Introduction
The equity in a person's house is the excess of its value over the amount of any
loan secured on it. For a house without a mortgage, or where it has already been
paid off, it will be the total value of the property. Many people have a great deal
of money tied up in the value of their house. An equity release mortgage can covert
some of that money into cash, a process that is normally known as 'equity release'.
Sometimes people want to release equity in their homes because they need cash for
a particular purpose. This might be for home improvements, such as the installation
of double glazing or the building of an extension. A second mortgage or further
advance from an existing ledner can achieve this, but would require additional payment.

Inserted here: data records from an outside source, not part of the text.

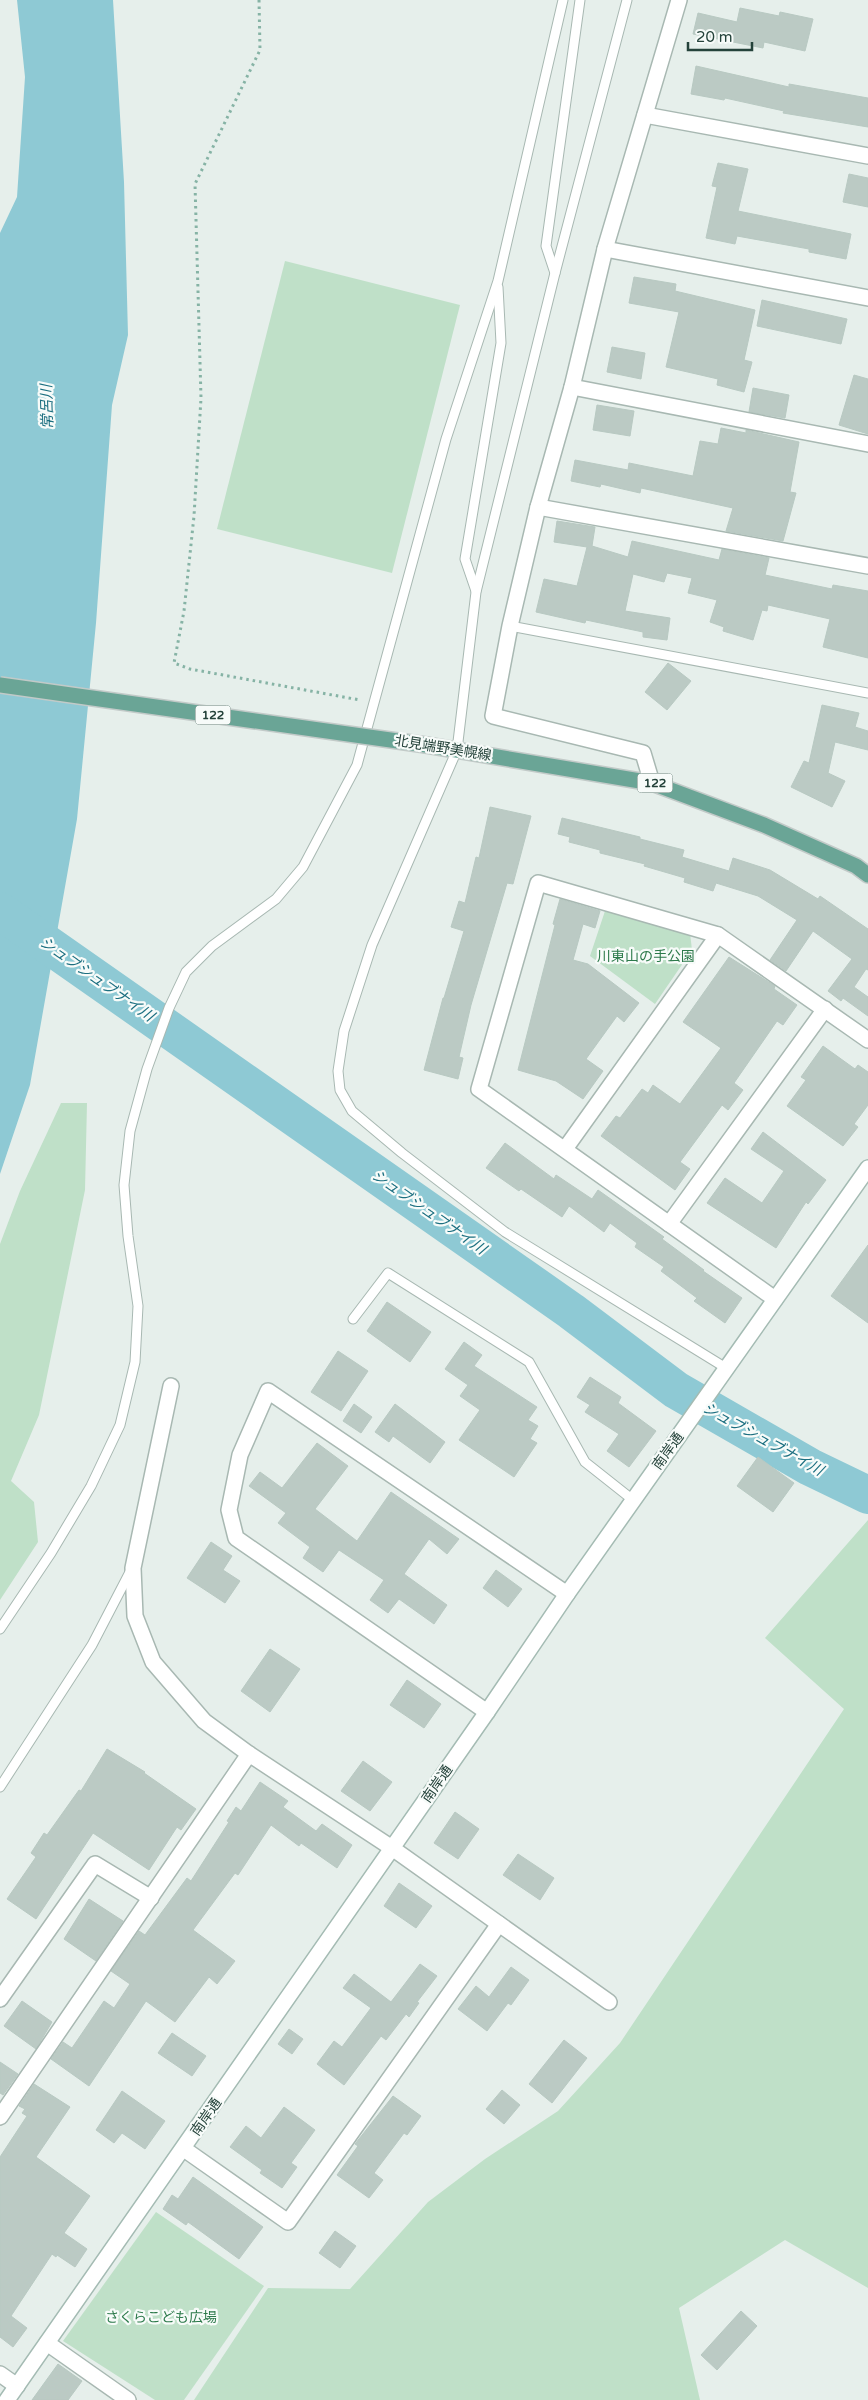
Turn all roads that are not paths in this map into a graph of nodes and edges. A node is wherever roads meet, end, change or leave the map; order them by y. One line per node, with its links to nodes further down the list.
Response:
1 (563, 0): 9 (lane)
2 (580, 0): 8 (lane)
3 (627, 0): 8 (lane)
4 (679, 0): 5 (street)
5 (645, 115): 6 (street); 7 (street)
6 (868, 156)
7 (606, 249): 10 (street); 11 (street)
8 (555, 273): 15 (lane)
9 (498, 281): 15 (lane); 35 (lane)
10 (868, 298)
11 (572, 387): 12 (street); 13 (street)
12 (868, 444)
13 (538, 507): 14 (street); 16 (street)
14 (868, 566)
15 (476, 592): 19 (lane)
16 (510, 626): 18 (lane); 20 (street)
17 (0, 685): 19 (main road, 北見端野美幌線 / 122, bridge)
18 (868, 693)
19 (457, 750): 20 (main road, 北見端野美幌線 / 122); 30 (lane)
20 (652, 783): 21 (main road, 北見端野美幌線 / 122)
21 (868, 875)
22 (718, 935): 23 (street); 25 (street); 25 (street)
23 (825, 1009): 24 (street); 27 (street)
24 (868, 1040)
25 (564, 1149): 27 (street)
26 (868, 1168): 28 (street, 南岸通)
27 (669, 1224): 28 (street)
28 (775, 1299): 30 (street, 南岸通)
29 (353, 1319): 32 (lane)
30 (726, 1368): 32 (street, 南岸通)
31 (171, 1386): 33 (street)
32 (633, 1500): 34 (street, 南岸通)
33 (133, 1568): 37 (street); 38 (lane)
34 (566, 1594): 36 (street, 南岸通); 36 (street)
35 (0, 1630)
36 (487, 1712): 39 (street, 南岸通)
37 (249, 1754): 39 (street); 40 (street)
38 (0, 1787)
39 (392, 1848): 41 (street); 45 (street, 南岸通)
40 (151, 1898): 42 (street); 44 (street)
41 (499, 1924): 43 (street); 45 (street)
42 (0, 1999)
43 (609, 2002)
44 (0, 2117)
45 (184, 2149): 46 (street, 南岸通)
46 (47, 2343): 48 (street, 南岸通); 50 (street)
47 (0, 2374): 48 (street)
48 (17, 2386): 49 (street, 南岸通)
49 (7, 2400)
50 (128, 2400)

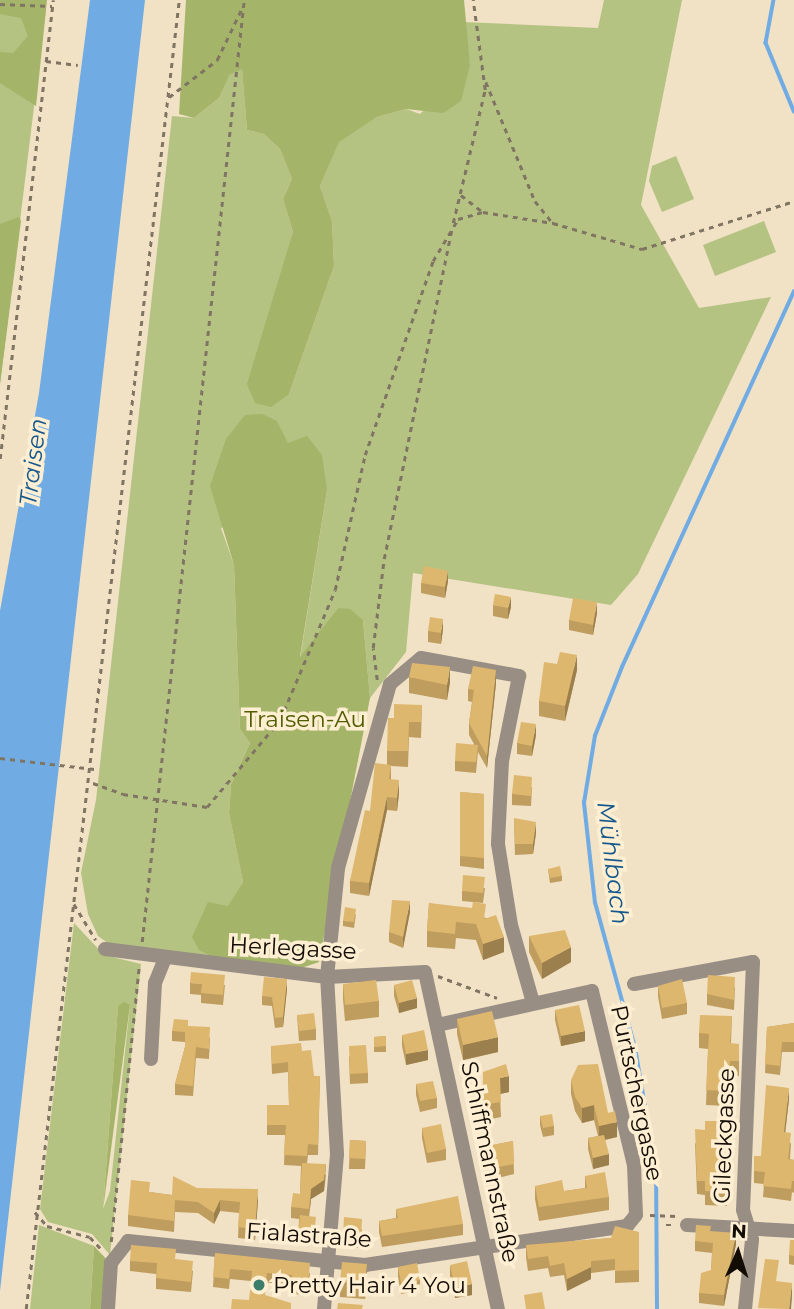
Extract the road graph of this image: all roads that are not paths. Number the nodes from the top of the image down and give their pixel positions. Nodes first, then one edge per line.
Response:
1 (105, 949) road end
2 (164, 961) junction
3 (327, 977) junction
4 (634, 984) dead end
5 (526, 1005) junction
6 (438, 1025) junction
7 (151, 1059) dead end
8 (687, 1225) dead end
9 (747, 1227) junction
10 (794, 1231) edge
11 (485, 1246) junction
12 (328, 1262) junction
13 (108, 1309) edge
14 (324, 1309) edge
15 (498, 1309) edge
16 (745, 1309) edge

1 - 2 street, Herlegasse
2 - 3 street, Herlegasse
2 - 7 street
3 - 5 street
3 - 6 street, Herlegasse
3 - 12 street
4 - 9 street, Gileckgasse
5 - 6 street
5 - 11 street, Purtschergasse
6 - 11 street, Schiffmannstraße
8 - 9 street
9 - 10 street
9 - 16 street, Gileckgasse
11 - 12 street, Fialastraße
11 - 15 street, Schiffmannstraße
12 - 13 street, Fialastraße
12 - 14 street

Equity release, or home reversion schemes are a fairly simple and straightforward
way of using your property to raise a cash sum, without having to make any additional
ongoing payments.
You continue to live in your house for as long as you and your spouse are both alive,
on a lifetime guaranteed rent-free lease. You do not have to pay anything back during
your lifetime and you can move to another house at any time.
The lender normally releases a cash sum that is less than the value of the property,
in order to take into account the absence of rent for possible a very long perod.
Their investment is returned to them by selling your home after the death of the
last survivor of you and your partner.
Before you take out an equity release mortgage you are advised to take professional
advice, as well as ensuring that the scheme belongs to the SHIP (Safe Home Income
Plans) Code of Practice.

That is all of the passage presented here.